Hugo Studart: esquerda armada provocou endurecimento do regime militar - Jose Neumanne

Ações da esquerda armada endureceram regime militar, diz professor

Historiador lembra que PC do B foi fundado contra Goulart em 1962, dois anos antes de sua queda, e acha que redemocratização resultou da luta pacífica dos civis

José Nêumanne 04 de abril de 2019 | 19h47
Hugo à frente da ONU em Genebra: seu livro A Lei da Selva trata da guerrilha sob a óptica dos militares. Em Borboletas e Lobisomens, guerrilheiros são protagonistas. Foto: Acervo pessoal
Hugo Studart, autor do livro Borboletas e Lobisomens, revelou que, ao contrário do que se propalou, a esquerda armada não reagiu ao endurecimento do regime militar, mas o contrário.

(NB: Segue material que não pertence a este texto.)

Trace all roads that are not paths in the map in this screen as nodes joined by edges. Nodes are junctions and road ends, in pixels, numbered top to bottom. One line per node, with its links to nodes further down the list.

Segundo ele, “o Partido Comunista do Brasil, o PC do B, foi fundado em 1962, em pleno governo democrático de João Goulart, com um programa-manifesto que denunciava o governo burguês de Jango e pregava a luta armada contra ele”. Na edição desta semana da série Nêumanne Entrevista, ele lembrou que “o PC do B enviou seus primeiro militantes para treinamento na Academia Militar de Pequim em fevereiro de 1964, ainda no governou de Goulart, com o objetivo de pegar em armas contra a democracia. Observando o outrora com os olhos de agora, dá para concluir que as organizações da luta armada foram vetores importantes para o endurecimento do regime e a instauração da ditadura militar. E que foi a luta pacífica sob a égide do MDB de Ulysses Guimarães e do Partido Comunista Brasileiro, o velho Partidão, a principal responsável pela redemocratização”. Nas suas contas, na luta militantes de esquerda mataram de 140 a 150 militares, civis e companheiros “justiçados”  e os militares, cerca de 350 guerrilheiros de esquerda.

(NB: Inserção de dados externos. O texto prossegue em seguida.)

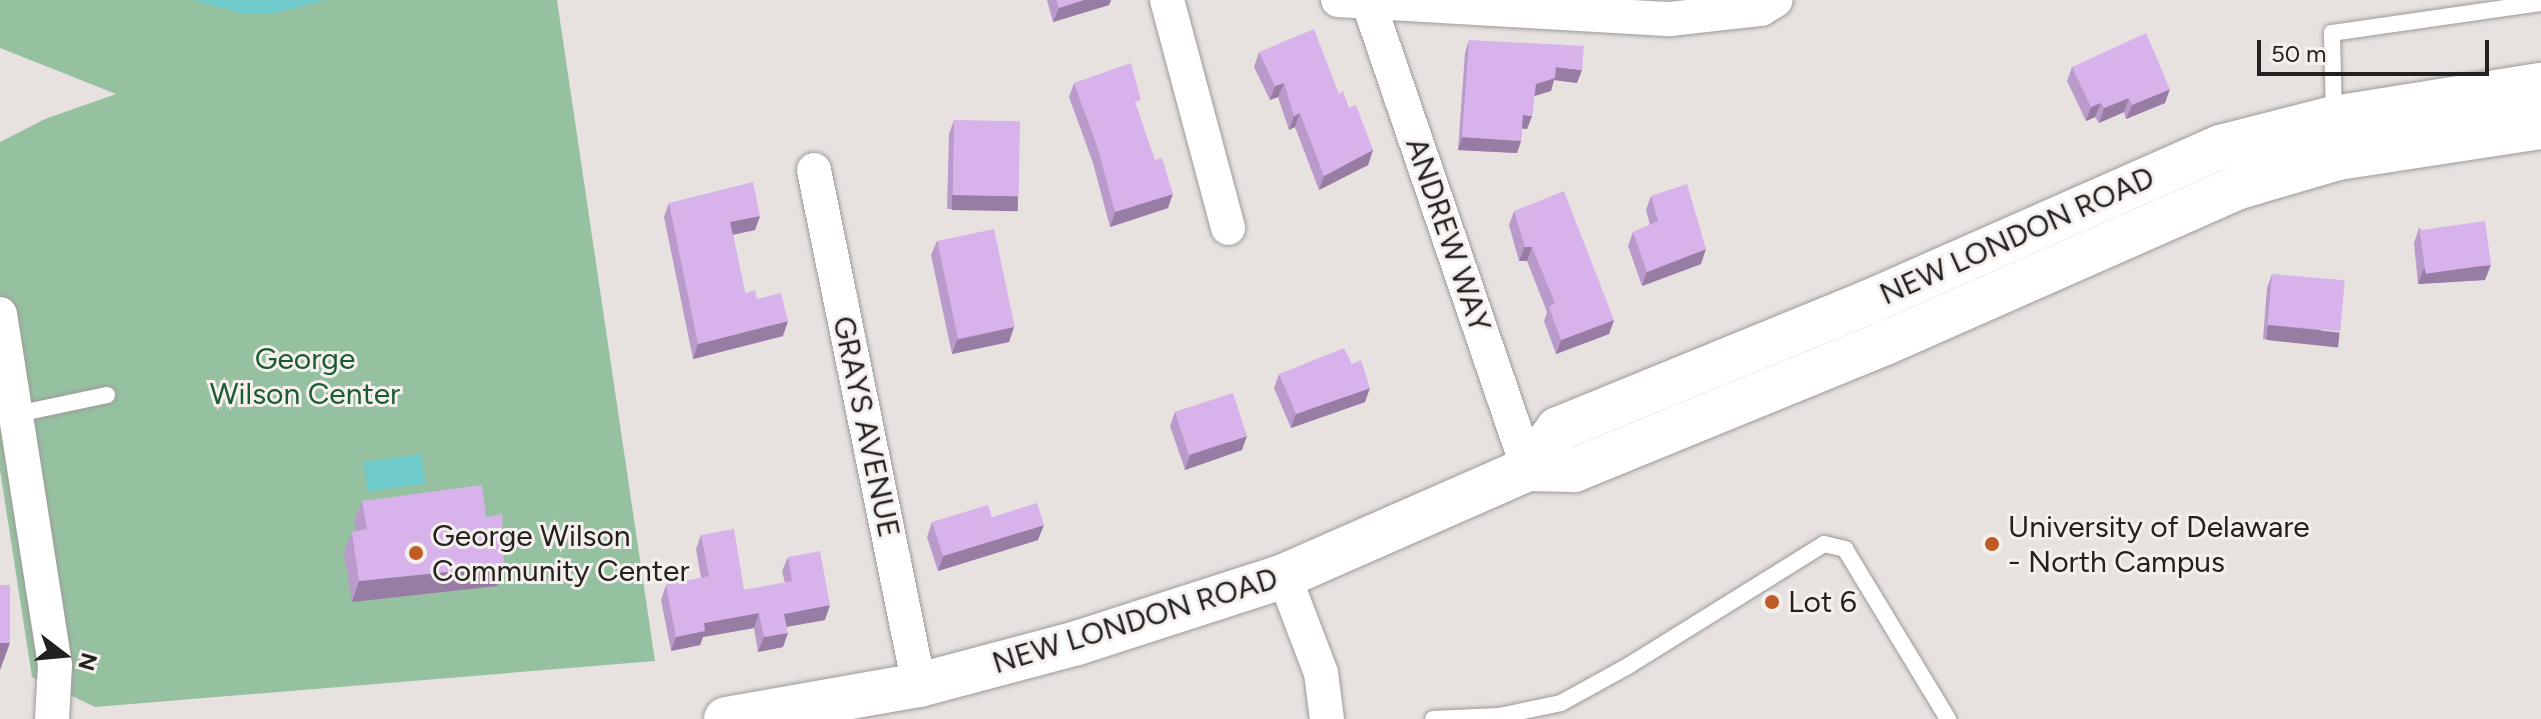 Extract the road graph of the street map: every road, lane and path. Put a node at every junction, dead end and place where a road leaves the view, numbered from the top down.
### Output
1 (1167, 0) edge
2 (1776, 0) edge
3 (2427, 0) edge
4 (1353, 1) edge
5 (2541, 3) edge
6 (2430, 19) junction
7 (2541, 85) edge
8 (2334, 118) junction
9 (2541, 127) edge
10 (814, 170) dead end
11 (1228, 228) dead end
12 (0, 314) edge
13 (107, 395) dead end
14 (17, 414) junction
15 (1528, 469) junction
16 (1284, 576) junction
17 (919, 685) junction
18 (52, 719) edge
19 (726, 719) edge
20 (1327, 719) edge
21 (1433, 719) edge
22 (1948, 719) edge

1 - 11 street
2 - 4 street
3 - 6 lane
4 - 15 street, ANDREW WAY
5 - 6 lane
6 - 8 lane
7 - 8 main road, NEW LONDON ROAD
8 - 15 main road, NEW LONDON ROAD
9 - 15 main road, NEW LONDON ROAD
10 - 17 street, GRAYS AVENUE
12 - 14 street
13 - 14 lane
14 - 18 street
15 - 16 main road, NEW LONDON ROAD
16 - 17 main road, NEW LONDON ROAD
16 - 20 street
17 - 19 main road, NEW LONDON ROAD
21 - 22 lane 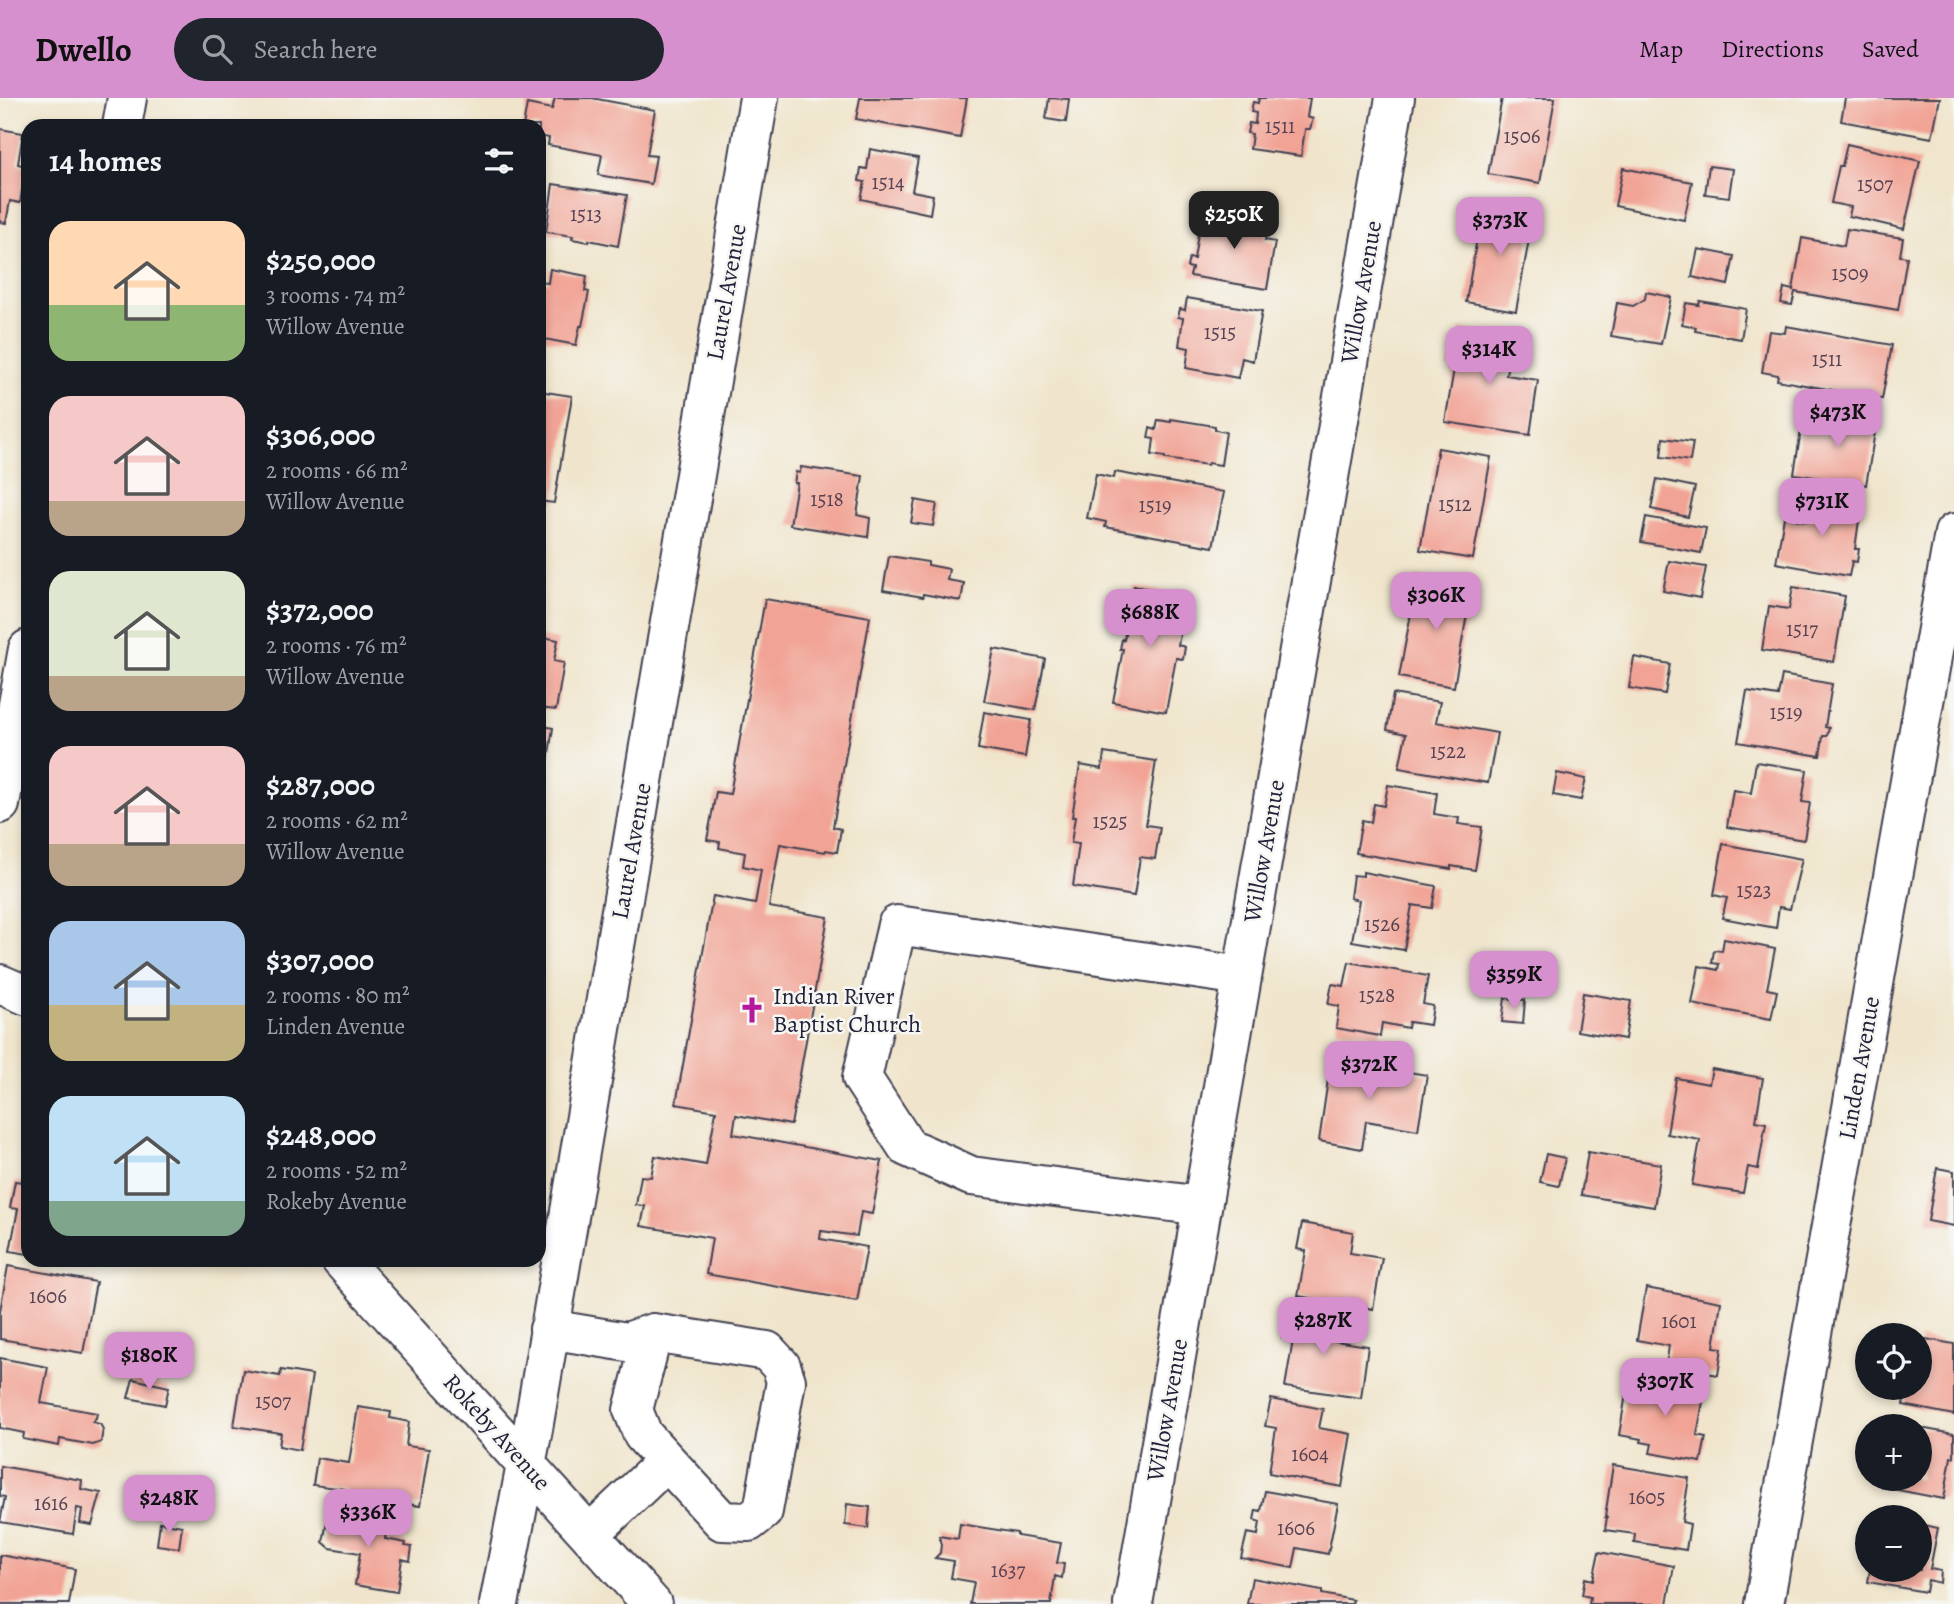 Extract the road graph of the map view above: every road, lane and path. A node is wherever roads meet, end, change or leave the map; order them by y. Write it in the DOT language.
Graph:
graph roads {
  1 [pos="127,98"];
  2 [pos="760,98"];
  3 [pos="1395,98"];
  4 [pos="123,119"];
  5 [pos="1954,533"];
  6 [pos="21,688"];
  7 [pos="0,804"];
  8 [pos="1242,976"];
  9 [pos="0,984"];
  10 [pos="21,993"];
  11 [pos="1202,1206"];
  12 [pos="347,1267"];
  13 [pos="549,1329"];
  14 [pos="653,1333"];
  15 [pos="667,1461"];
  16 [pos="526,1464"];
  17 [pos="590,1534"];
  18 [pos="499,1604"];
  19 [pos="652,1604"];
  20 [pos="1133,1604"];
  21 [pos="1765,1604"];
  1 -- 4 [label="street"];
  2 -- 13 [label="street, Laurel Avenue"];
  3 -- 8 [label="street, Willow Avenue"];
  5 -- 21 [label="street, Linden Avenue"];
  6 -- 7 [label="street"];
  8 -- 11 [label="street, Willow Avenue"];
  8 -- 11 [label="street"];
  9 -- 10 [label="street"];
  11 -- 20 [label="street, Willow Avenue"];
  12 -- 16 [label="street, Rokeby Avenue"];
  13 -- 14 [label="street"];
  13 -- 16 [label="street, Laurel Avenue"];
  14 -- 15 [label="street"];
  14 -- 15 [label="street"];
  15 -- 17 [label="street"];
  16 -- 17 [label="street, Rokeby Avenue"];
  16 -- 18 [label="street, Laurel Avenue"];
  17 -- 19 [label="street, Rokeby Avenue"];
}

Hugo, com orientandas na Universidade Católica de Brasília, que lhe davam cartaz por ele já ter trabalhado em redações. Foto: Acervo pessoal
O historiador Hugo Studart tem protagonizado um fenômeno curioso diante da atual conjuntura política brasileira, tomada pelo radicalismo ideológico entre extrema direita e extrema esquerda, em que os dois lados tentam distorcer o passado e recontá-lo segundo as conveniências do presente: o equilíbrio na busca pela verdade histórica. Seu livro mais recente, Borboletas e Lobisomens – Vidas, sonhos e mortes dos guerrilheiros do Araguaia (Francisco Alves Editora), lançado em outubro passado em São Paulo, é um exemplo desse equilíbrio. Por conta dos segredos incômodos que revelou sobre o modo como o Exército exterminou os guerrilheiros, tem provocado reação da direita mais extremada. Paradoxalmente, vêm da extrema esquerda as reações mais violentas – manifestos, atos públicos de repúdio e até piquetes contra os lançamentos – por causa de segredos que os comunistas vinham tentando manter ocultos. A obra, um calhamaço fundamentado em mais de 15 mil páginas de documentos secretos da ditadura e em quase 150 depoimentos orais de sobreviventes, de guerrilheiros, em apenas três meses chegou à terceira edição. Seu livro anterior, A Lei da Selva, no qual revela as estratégias militares na guerrilha do Araguaia, é recordista como referência no livro oficial do governo brasileiro sobre mortos e desaparecidos no regime militar, Direito à Memória e à Verdade, com 53 citações em verbetes, e é apresentado como obra referência pelas bibliotecas de 22 universidades estrangeiras, como Harvard, Yale e Princeton, nos Estados Unidos, e Cambridge, na Inglaterra. Jornalista investigativo ao longo de quase 30 anos, Studart atuou como repórter, editor, colunista e diretor nos principais veículos do País, como O Estado de S. Paulo, Folha de S.Paulo, Veja e IstoÉ. Também recebeu prêmios como o Esso e o Abril de Jornalismo e Wladimir Herzog de Direitos Humanos. Em determinado momento, foi migrando de jornalista para professor e historiador. Detentor do título de doutor em História pela Universidade de Brasília, atuou como professor de instituições como Faculdade Cásper Líbero, em São Paulo, Universidade Católica de Brasília, Ibmec e, atualmente, é professor convidado da UnB, onde ministra o curso de História da Ditadura e da Luta Armada no Brasil. É, ainda, membro do Instituto Histórico e Geográfico do Distrito Federal e da Academia de Letras de Brasília.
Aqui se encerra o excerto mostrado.